REQUIREMENT: Pull every line with "down" from the entries below.

SUPPLIED DATA:

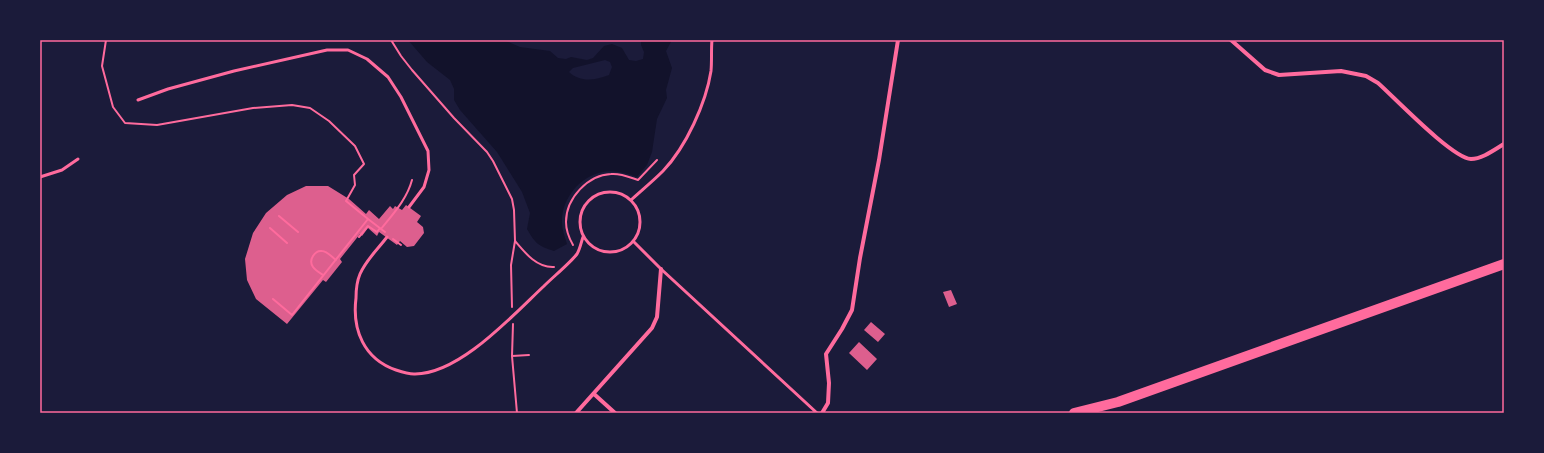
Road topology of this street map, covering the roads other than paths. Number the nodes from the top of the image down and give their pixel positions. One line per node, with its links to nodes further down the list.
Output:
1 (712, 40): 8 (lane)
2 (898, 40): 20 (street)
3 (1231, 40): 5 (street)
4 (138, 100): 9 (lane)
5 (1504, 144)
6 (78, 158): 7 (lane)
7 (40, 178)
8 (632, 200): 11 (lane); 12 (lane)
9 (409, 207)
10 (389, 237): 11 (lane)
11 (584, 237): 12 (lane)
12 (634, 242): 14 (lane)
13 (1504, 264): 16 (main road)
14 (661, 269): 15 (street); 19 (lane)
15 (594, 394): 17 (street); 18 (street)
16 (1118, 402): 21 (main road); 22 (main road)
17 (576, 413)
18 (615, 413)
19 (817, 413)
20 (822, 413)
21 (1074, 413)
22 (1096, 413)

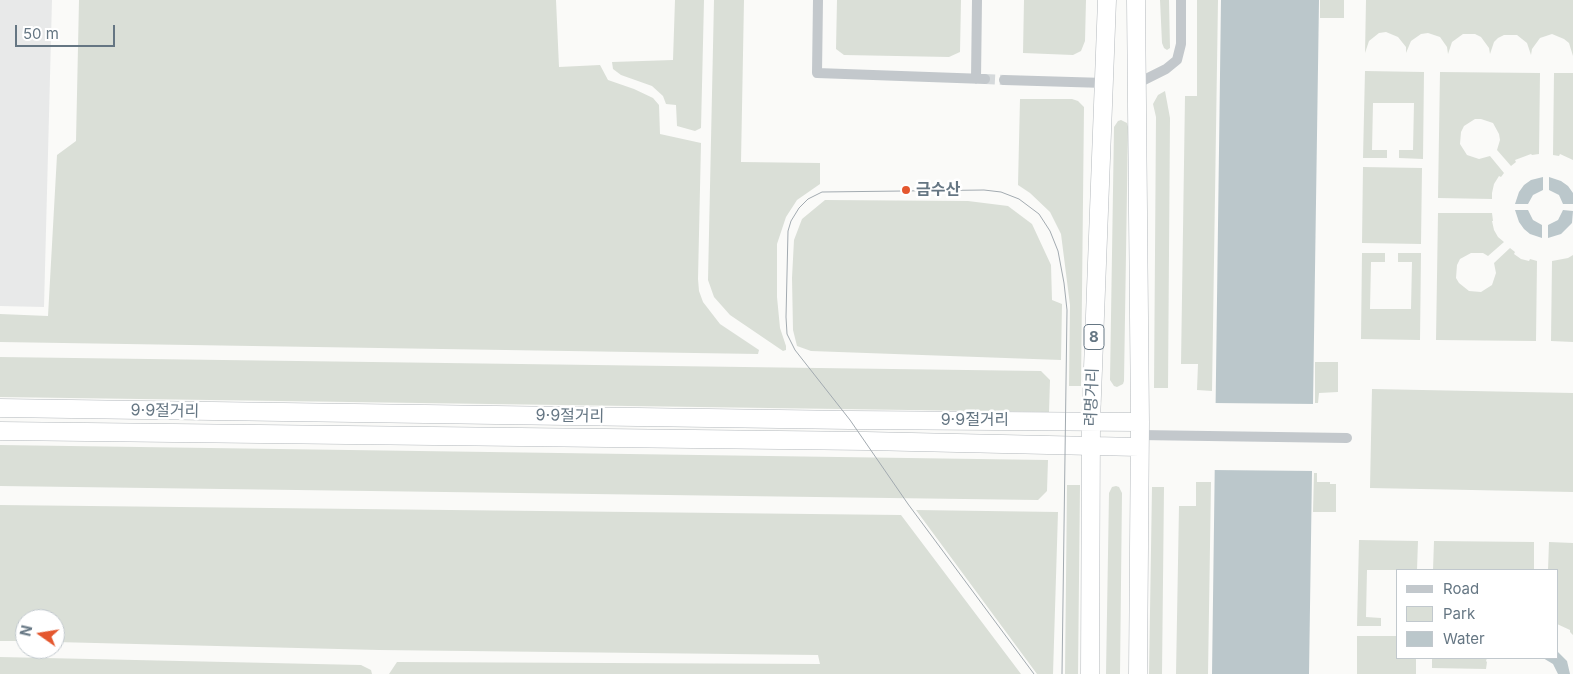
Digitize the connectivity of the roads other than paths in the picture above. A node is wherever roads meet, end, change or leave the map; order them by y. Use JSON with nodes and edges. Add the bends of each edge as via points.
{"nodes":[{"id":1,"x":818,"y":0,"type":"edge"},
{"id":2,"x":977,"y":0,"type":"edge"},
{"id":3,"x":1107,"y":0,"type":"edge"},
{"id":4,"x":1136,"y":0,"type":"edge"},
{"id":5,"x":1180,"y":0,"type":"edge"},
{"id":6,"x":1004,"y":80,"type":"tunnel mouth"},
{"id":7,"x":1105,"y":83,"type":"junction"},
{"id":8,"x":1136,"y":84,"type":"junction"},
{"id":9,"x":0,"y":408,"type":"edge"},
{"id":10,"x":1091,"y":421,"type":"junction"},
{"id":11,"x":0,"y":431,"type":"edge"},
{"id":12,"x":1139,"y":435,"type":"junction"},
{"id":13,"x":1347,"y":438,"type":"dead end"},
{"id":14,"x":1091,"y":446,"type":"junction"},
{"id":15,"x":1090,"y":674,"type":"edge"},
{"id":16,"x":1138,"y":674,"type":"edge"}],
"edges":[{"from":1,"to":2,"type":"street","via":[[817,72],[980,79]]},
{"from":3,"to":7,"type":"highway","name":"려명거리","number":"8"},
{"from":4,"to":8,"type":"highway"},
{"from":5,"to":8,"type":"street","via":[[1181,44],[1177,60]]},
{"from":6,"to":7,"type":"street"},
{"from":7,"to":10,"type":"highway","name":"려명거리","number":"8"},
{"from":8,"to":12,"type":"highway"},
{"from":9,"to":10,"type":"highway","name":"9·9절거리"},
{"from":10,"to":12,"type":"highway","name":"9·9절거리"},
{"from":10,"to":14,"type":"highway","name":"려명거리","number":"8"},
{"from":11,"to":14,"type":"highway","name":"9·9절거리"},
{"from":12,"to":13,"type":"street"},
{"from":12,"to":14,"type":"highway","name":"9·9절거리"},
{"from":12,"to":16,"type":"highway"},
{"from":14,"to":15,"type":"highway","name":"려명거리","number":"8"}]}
---
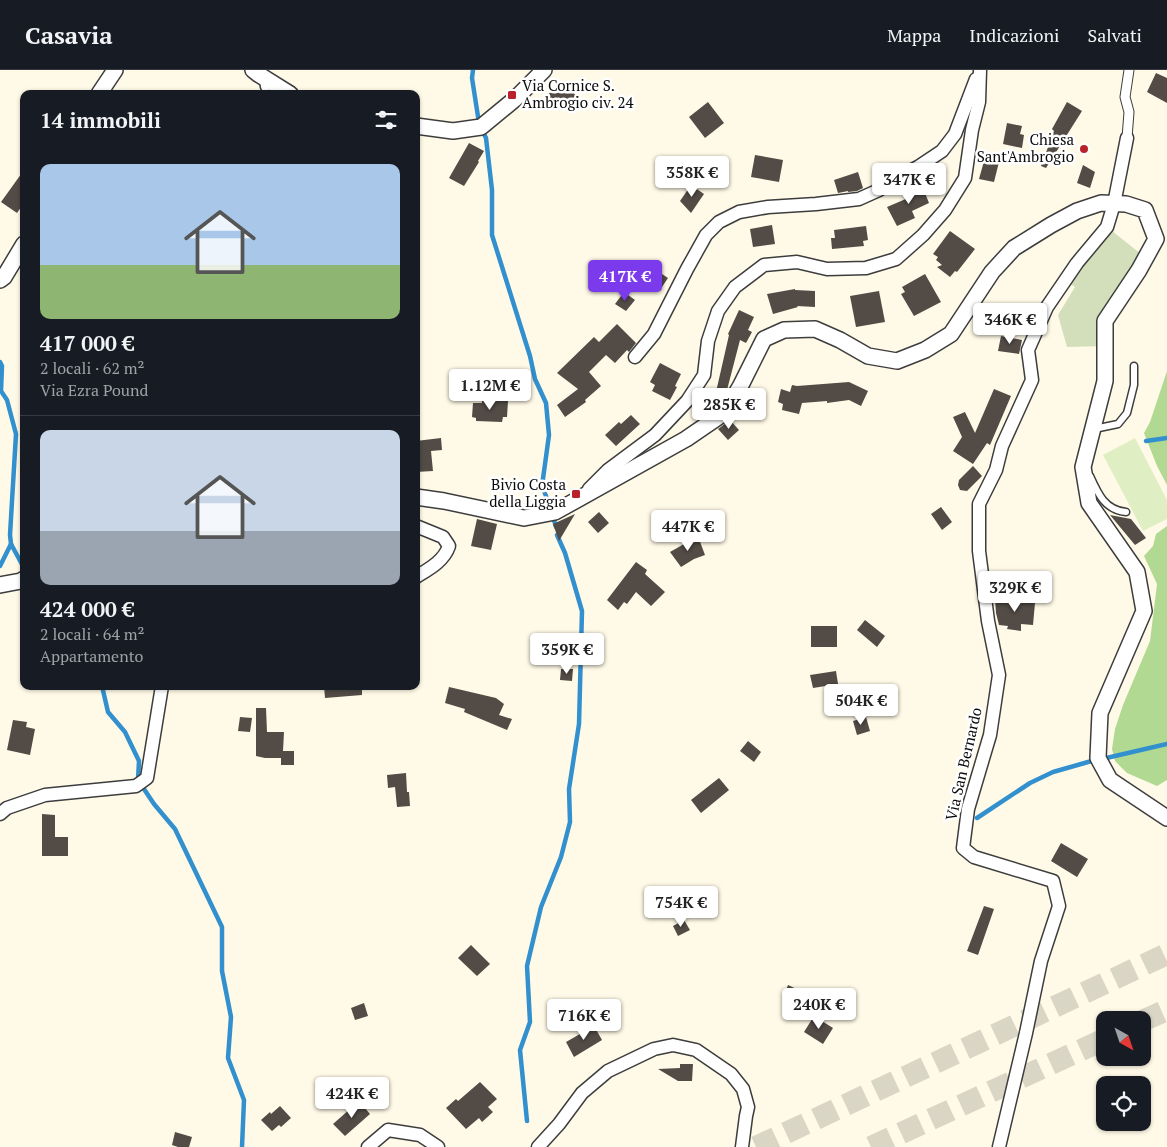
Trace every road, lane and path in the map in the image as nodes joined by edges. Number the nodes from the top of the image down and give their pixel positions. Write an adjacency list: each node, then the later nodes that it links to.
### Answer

EXERCISE OUTPUT:
Road topology of this street map, covering the roads other than paths. Number the nodes from the top of the image down and give their pixel positions. One line per node, with its links to nodes further down the list.
Trace every road, lane and path in the map in the image as nodes joined by edges. Number the nodes from the top of the image down and give their pixel positions. Write an adjacency list: each node, then the later nodes that it links to.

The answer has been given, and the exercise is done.